In Asia le conseguenze sono altrettanto importanti: in Giappone, che negli anni della guerra di Corea funge da base logistica delle operazioni, affluiscono una quantità enorme di finanziamenti dagli Stati Uniti che avviano un processo rapidissimo di rinascita economica. La Corea del Sud resta sotto il giogo dei dittatori; essi però vi avviano uno sviluppo economico che negli anni ‘80 diventerà dirompente.
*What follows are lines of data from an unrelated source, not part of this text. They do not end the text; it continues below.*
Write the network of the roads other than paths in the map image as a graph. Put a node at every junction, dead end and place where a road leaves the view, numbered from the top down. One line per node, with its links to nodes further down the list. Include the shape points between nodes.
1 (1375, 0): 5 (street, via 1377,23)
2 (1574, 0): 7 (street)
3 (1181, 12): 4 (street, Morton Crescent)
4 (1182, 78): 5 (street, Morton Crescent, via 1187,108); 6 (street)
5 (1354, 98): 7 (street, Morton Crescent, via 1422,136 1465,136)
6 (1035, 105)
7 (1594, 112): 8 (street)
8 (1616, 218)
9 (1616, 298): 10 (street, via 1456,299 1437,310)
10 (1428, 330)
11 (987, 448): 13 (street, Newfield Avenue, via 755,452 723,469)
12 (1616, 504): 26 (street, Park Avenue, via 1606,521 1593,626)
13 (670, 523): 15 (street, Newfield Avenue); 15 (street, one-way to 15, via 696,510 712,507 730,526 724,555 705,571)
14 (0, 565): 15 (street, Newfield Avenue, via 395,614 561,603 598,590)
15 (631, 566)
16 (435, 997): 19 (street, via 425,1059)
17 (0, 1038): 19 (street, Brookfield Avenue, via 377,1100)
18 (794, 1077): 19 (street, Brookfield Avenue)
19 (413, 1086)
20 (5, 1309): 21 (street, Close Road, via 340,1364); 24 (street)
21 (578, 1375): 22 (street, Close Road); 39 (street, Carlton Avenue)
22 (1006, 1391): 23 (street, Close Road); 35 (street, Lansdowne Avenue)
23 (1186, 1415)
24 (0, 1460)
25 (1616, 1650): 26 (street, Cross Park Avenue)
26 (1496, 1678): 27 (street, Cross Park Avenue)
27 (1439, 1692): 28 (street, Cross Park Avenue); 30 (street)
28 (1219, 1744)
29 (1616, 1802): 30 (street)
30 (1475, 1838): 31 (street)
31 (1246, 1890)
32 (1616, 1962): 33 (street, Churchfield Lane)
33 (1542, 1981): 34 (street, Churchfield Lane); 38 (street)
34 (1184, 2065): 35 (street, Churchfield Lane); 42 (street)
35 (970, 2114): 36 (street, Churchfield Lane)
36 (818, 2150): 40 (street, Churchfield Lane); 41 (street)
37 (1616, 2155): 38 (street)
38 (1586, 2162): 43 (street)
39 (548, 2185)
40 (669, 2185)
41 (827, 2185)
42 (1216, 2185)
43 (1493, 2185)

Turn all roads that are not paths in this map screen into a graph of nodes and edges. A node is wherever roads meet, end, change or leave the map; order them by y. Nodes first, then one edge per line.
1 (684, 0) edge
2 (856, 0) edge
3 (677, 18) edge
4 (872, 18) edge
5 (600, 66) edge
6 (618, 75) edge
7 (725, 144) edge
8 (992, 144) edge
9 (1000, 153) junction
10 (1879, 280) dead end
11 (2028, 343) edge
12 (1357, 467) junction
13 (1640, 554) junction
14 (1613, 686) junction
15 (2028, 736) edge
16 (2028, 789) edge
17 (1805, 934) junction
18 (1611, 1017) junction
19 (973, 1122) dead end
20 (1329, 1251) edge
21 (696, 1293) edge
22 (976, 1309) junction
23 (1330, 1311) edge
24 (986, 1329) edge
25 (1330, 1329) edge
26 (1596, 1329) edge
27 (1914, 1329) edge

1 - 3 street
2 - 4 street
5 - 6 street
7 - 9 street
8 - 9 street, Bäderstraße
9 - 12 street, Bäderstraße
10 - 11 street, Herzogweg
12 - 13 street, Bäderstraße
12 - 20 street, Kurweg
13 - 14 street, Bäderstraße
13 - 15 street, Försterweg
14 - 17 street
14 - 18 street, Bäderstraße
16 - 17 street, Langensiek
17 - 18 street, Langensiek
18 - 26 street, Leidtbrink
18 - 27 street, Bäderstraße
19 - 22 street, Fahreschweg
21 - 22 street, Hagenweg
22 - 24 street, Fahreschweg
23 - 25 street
La Corea del Nord diventa l’attuale stato caserma ossessionato dalla volontà di punire gli americani e di riunificare la nazione.



[1]     Per la Commissione e le sue attività cfr. https://en.wikipedia.org/wiki/Truth_and_Reconciliation_Commission_(South_Korea) .
[2]     Per una biografia non troppo addolcita del personaggio cfr. https://it.wikipedia.org/wiki/Syngman_Rhee .
[3]     Per la repressione della rivolta nell’isola di Jeju cfr. https://en.wikipedia.org/wiki/Jeju_uprising . Nella sola isola di Jeju la Commissione per la verità e la riconciliazione “ha documentato 14.373 vittime, l’86% per mano delle forze di sicurezza e il 14% per mano dei ribelli armati, e ha stimato che il numero totale dei morti ammonta a circa 30.000. Circa il 70 % dei 230 villaggi dell’isola furono completamente bruciati e furono distrutte più di 39.000 case. Dei 400 villaggi esistenti prima della rivolta ne restarono solo 170.”
[4]     La cosiddetta teoria del totalitarismo poggia sulla convinzione che, a differenza del nazismo e del comunismo, il ‘mondo libero’, quello della società aperta e democratica in virtù del libero mercato, sia estraneo all’orrore; eppure la voce del secondo novecento è accompagnata dal sinistro contrappunto dei genocidi che l’impero americano ha avviato in Corea.
[5]     Cfr. il secondo capitolo dello sconvolgente libro di Nick Turse, Kill anything that moves. The real American war in Vietnam. Picador USA 2014.
[6]     Le truppe inviate a reprimere la rivolta di Jeju si sono ammutinate.